Who is the world's greatest living physicist?

While I think Edward Witten is a natural choice, being essentially the inventor of M-Theory and all, and the initiator of the “Second Superstring Revolution”.

Thing is, either Superstring/M-Theory is the TOE, or it’s a gigantic waste of time, and the jury is still very much out on that one. Same goes for Loop Quantum Gravity, Non-Commutative Geometry, Twistor-Theory, etc., etc., etc. There’s a whole crop of mighty minds out there getting some of the theoretical spotlight, but the theories are way, perhaps hopelessly, ahead of experimental confirmation. Therefore it’s hard to see what the likes of Witten will really contribute, in the long run, to our understanding of nature. It’s not enough to be clever; you also have to be right.

So I nominate some folks who have expanded our testable horizons:

Murray Gell-Mann and George Zweig, for the fundamentals of what has come to be called Quantum Chromodynamics (Zweig, tragically, was nearly run out of the profession for his theory about “Aces”, which he developed idependently from Gell-Mann’s quark theory, and was quite similar in its details; he gets little credit for the accomplishmet).

Alan Guth and Andrei Linde, for the invention and critical refinements of the theory of Cosmic Inflation, respectively. Basically, inflation put some of the finishing touches on the Hot Big Bang theory, and resolved nearly all of the seeming paradoxes that plagued the pre-Inflation Big Bang. Thus far Inflation has proven wildly sucessful at predicting cosmic observations, and it’s likely to rack up more successes in the near future.

I predict the next great living physicist(s) will not be working on a TOE like M-Theory, or some variant of quantum gravity, but will help us determine in a testable way where Inflation came from, and relate it to Dark Matter and Dark Energy.

From more of an experimentalist point of view, Penzias and Wilson might be worth considering for their discovery of the cosmic microwave background radtion. That certainly had a profound effect on our understanding of the origins of the universe.

Jack Kilby might be another name worth mentioning, given that whole internet revolution thing that happened in the 1990’s.

I guess it all depends on your definition of “greatest”.

Bill Bryson, in A Short History of Everything, tells their story with much wit and charm. They had trouble eliminating noise from their receiver, and tried all kinds of daft ways to do so without having any idea what the interference was. The real brains were elsewhere in Princeton under Robert Dicke, although none of these people had read the paper by the real real brains: George Gamow.

SentientMeat Thanks for the link. I was aware of many of the details of this story, including the fact that Penzias and Wilson were at first unaware of the significance of their discovery.

The Nobel Prize web site puts a slightly spin on the same events.

While serendipity played a major role in this discovery, I don’t think it diminishes its significance or the hard work of the people making the measurements and trying to interpret them. I think most people in similar circumstances would have just thrown up their hands in frustration and called in quits, and I don’t think Bryson gives them enough credit for sticking with it until they figured out what was going on.

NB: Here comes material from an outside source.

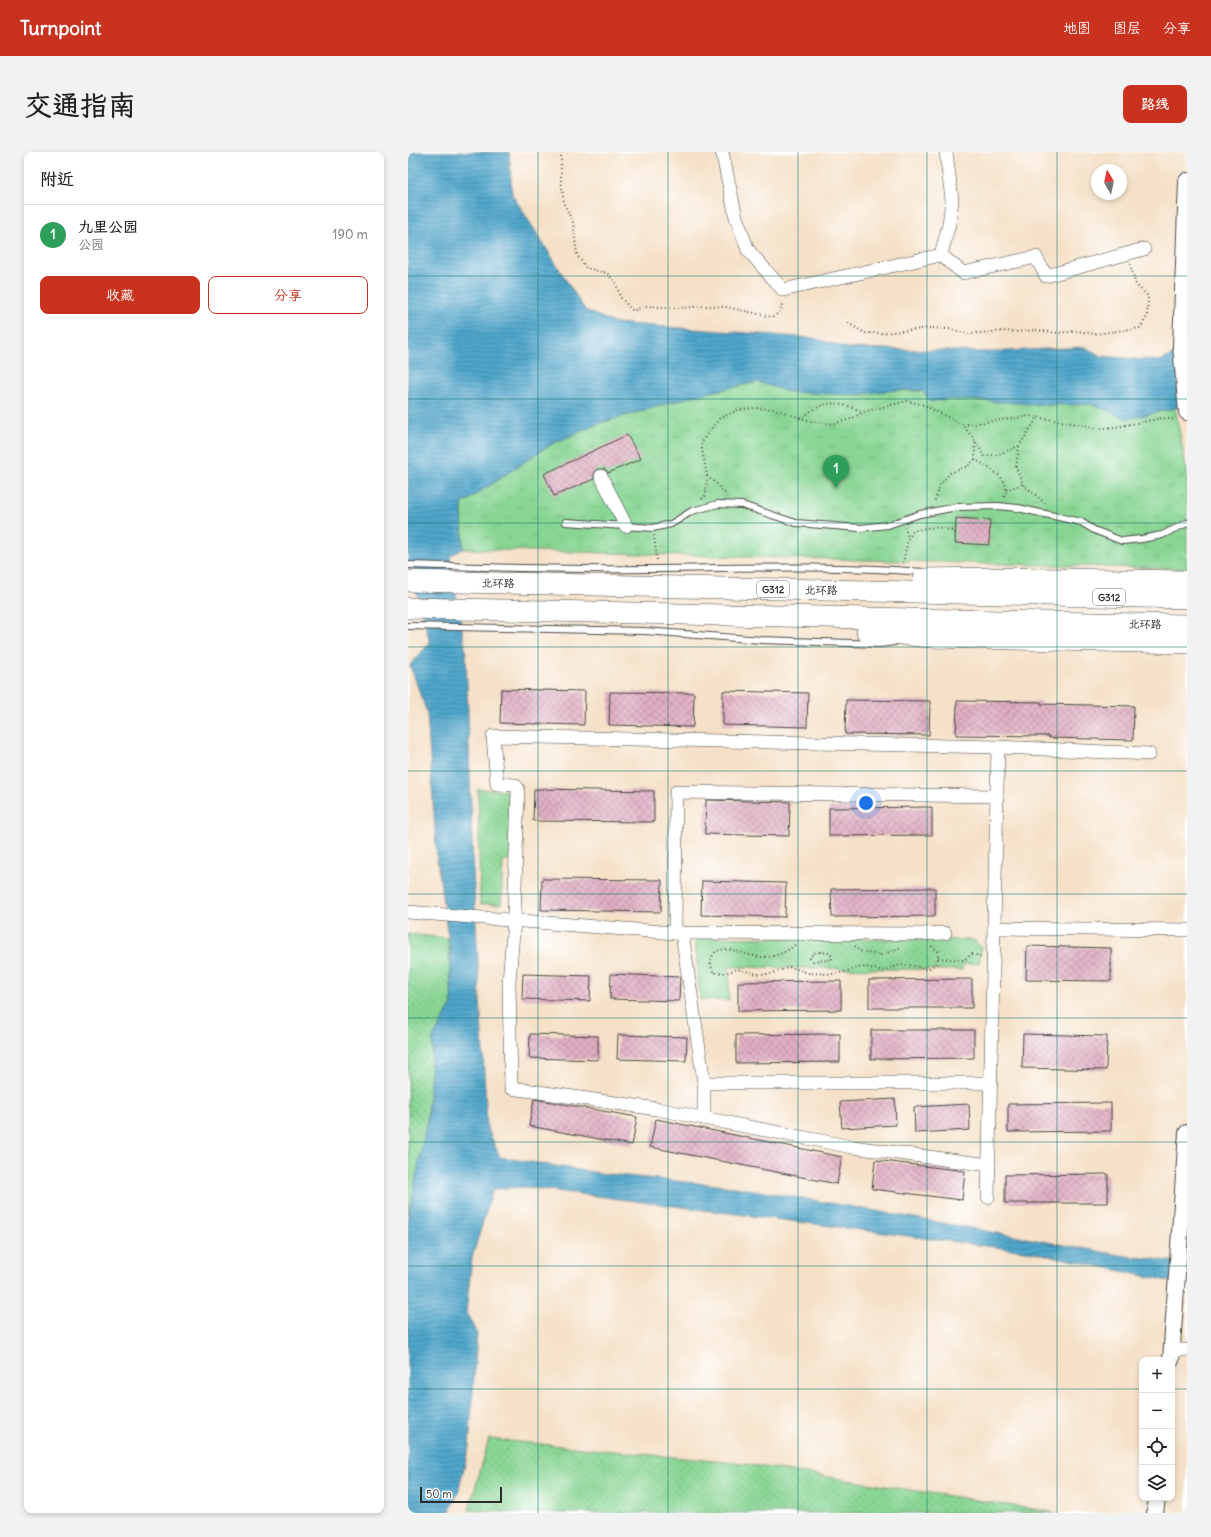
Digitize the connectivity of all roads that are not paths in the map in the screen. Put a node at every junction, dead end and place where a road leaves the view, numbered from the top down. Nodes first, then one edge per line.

My perspective is that of someone working in General Relativity, so it won’t exactly be objective, but here goes:

A lot has been said about Steven Hawking here. He’s a damn good physicist, but it’s hard at this point to disentangle that from his celebrity status (witness the media attention to his recent announcement in Dublin.) From my perspective, he was one of about a half-dozen people who revitalized the field of GR in the 60-70s, most of whom are still alive, and it would be hard to pick any one of them as “the greatest.” (Among them: Bob Geroch, Roger Penrose, John Wheeler, Charles Misner, Bryce DeWitt. I would probably include Bob Wald in there as well, but I’m doubly biased in his case because he’s my advisor.) In fact, I would throw in John Wheeler as a dark-horse candidate for the title, if only because he was the advisor for half of the above people plus Richard Feynman.

Ed Witten deserves mad props for what he’s done, and from what I can tell all the string theorists and particle physicists downstairs are in awe of him. I think that there’s a general consensus (at least around here) that Witten is the greatest living particle theorist, which certainly makes him a candidate for capo di tutti capi of the physics world. That said, I think it’s unlikely that he’ll get a Nobel Prize for the simple reason that he’s likely to pass away before string theory will ever be experimentally tested. (And he’s in his mid-fifties now.)

Either Maria Spirolu or John Button of Leictershire

I’m not sure what that proves. I get 1110 hits for “greatest home-run hitter”, 645 for “greatest home-run hitter” -ruth, and 504 for “greatest home-run hitter” -ruth -aaron. That doesn’t explain why people care about the greatest home-run hitter but not about the greatest double hitter (zero hits). In that case, the explanation is that home runs are more valuable and exciting than doubles, but in the physics vs. chemistry case, I see no similar explanation.

Besides, Einstein and Hawking are probably mentioned in every discussion of who the greatest physicist is, if only as a counterpoint to who the person really thinks the greatest physicist is.